§ EXERCISE DETAILS: Filter the listing for lines containing "from".

§ RECORDS FOR PROCESSING:
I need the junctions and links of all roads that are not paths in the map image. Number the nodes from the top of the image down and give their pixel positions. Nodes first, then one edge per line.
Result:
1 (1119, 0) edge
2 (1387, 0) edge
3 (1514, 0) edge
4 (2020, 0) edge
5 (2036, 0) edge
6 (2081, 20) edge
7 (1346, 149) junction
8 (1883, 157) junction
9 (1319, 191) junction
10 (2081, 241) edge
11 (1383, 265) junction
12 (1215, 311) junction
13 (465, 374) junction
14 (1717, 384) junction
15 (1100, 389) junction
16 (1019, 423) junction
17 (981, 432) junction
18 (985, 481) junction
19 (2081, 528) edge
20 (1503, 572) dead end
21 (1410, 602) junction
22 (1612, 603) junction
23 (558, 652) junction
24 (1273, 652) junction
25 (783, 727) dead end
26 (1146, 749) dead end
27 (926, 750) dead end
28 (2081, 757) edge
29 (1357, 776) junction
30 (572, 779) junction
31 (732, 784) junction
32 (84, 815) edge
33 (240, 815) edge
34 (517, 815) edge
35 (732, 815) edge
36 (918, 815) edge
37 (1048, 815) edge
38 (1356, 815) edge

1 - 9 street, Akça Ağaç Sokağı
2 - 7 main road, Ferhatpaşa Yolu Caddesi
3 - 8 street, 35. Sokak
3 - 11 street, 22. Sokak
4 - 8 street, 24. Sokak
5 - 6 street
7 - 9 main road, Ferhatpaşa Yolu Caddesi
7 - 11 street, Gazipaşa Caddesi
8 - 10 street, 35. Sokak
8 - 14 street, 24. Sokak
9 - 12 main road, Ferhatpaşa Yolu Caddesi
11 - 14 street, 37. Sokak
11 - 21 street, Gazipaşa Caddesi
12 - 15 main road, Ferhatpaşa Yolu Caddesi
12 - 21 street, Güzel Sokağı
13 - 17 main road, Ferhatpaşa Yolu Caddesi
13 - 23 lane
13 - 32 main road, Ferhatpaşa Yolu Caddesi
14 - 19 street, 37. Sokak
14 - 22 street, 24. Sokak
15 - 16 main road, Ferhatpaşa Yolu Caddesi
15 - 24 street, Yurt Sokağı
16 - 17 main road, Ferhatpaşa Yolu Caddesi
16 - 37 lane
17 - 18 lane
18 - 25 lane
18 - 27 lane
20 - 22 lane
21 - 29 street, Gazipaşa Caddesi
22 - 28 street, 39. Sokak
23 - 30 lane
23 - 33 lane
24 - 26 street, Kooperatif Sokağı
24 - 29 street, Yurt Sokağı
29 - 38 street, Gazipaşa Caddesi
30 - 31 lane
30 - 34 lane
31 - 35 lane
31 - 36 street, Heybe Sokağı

==

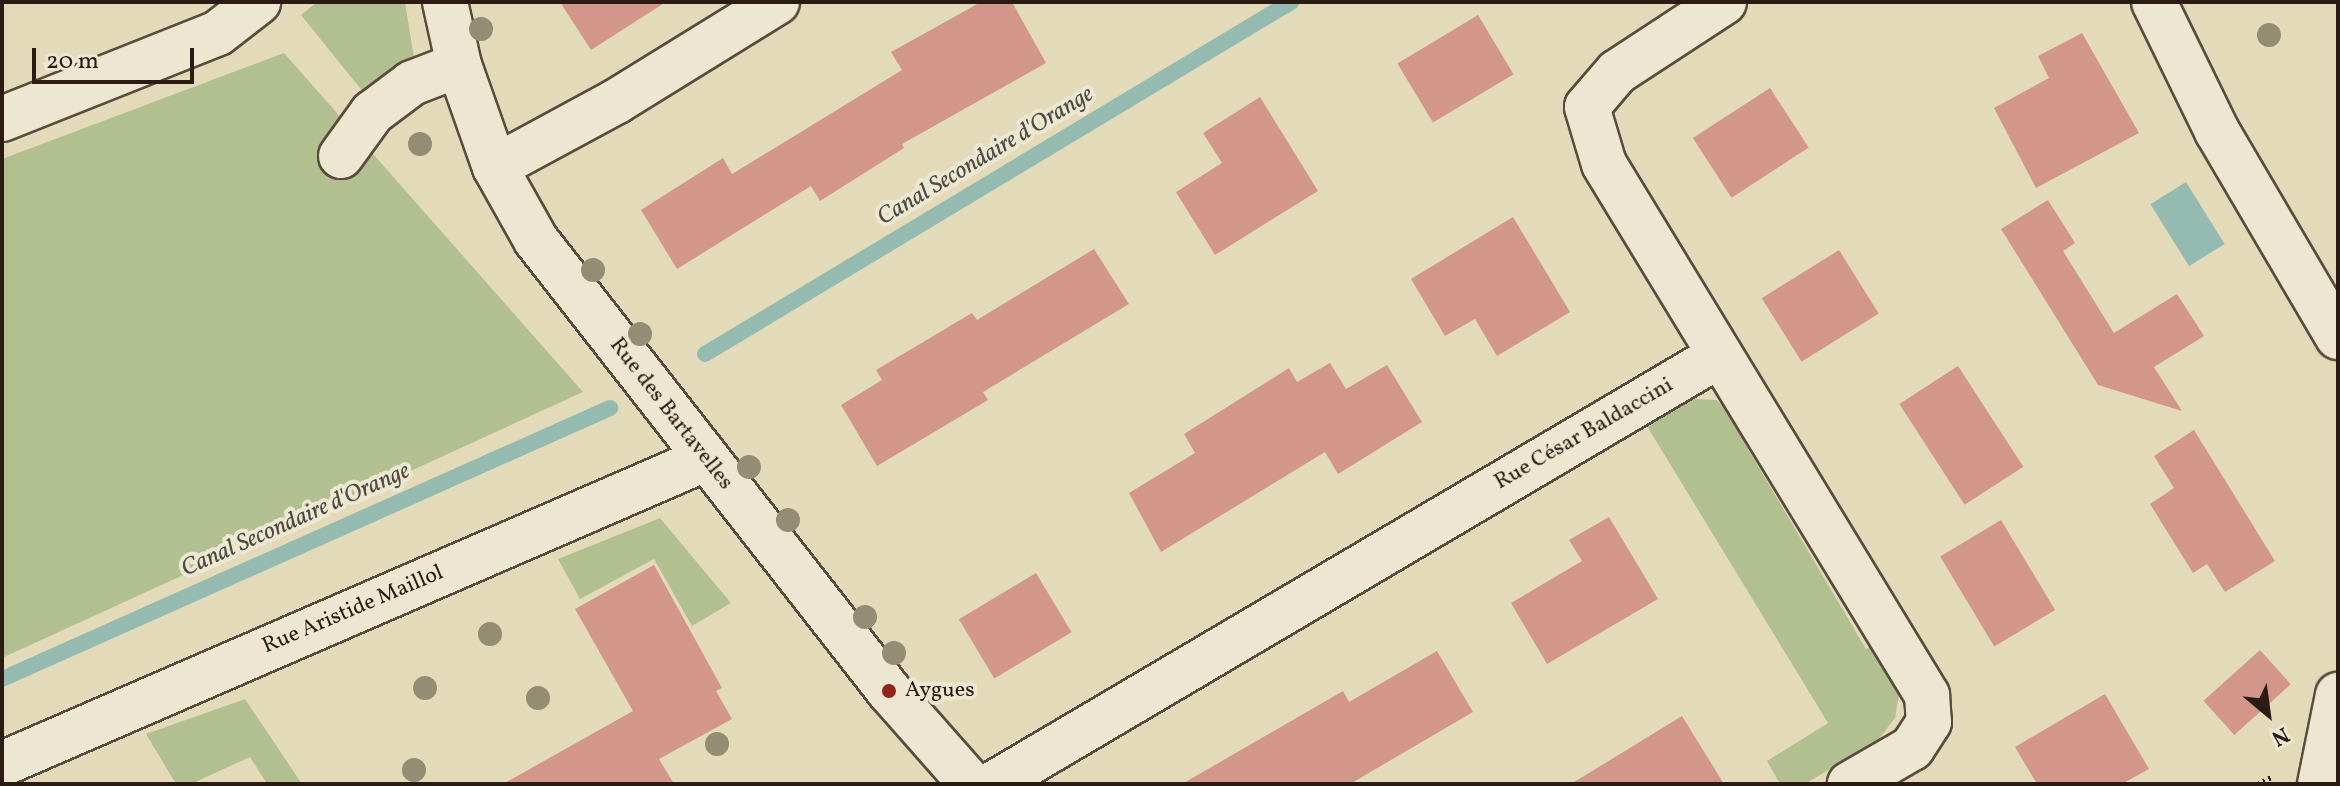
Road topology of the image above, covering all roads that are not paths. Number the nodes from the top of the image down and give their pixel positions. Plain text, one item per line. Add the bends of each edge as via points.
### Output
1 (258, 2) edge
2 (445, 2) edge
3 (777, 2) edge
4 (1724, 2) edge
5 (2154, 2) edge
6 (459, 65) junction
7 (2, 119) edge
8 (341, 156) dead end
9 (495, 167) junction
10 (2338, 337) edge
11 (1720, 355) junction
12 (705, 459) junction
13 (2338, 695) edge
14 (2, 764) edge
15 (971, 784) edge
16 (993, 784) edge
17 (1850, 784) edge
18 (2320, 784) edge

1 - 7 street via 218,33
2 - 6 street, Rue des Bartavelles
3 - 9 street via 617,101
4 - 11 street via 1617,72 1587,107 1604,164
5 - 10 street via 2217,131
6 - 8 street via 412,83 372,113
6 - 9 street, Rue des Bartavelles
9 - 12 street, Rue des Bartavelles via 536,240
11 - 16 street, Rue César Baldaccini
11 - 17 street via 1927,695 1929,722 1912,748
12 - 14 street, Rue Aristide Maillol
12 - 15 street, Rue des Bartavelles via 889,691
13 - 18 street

§ WRITTEN SOLUTION:
I need the junctions and links of all roads that are not paths in the map image. Number the nodes from the top of the image down and give their pixel positions. Nodes first, then one edge per line.
Road topology of the image above, covering all roads that are not paths. Number the nodes from the top of the image down and give their pixel positions. Plain text, one item per line. Add the bends of each edge as via points.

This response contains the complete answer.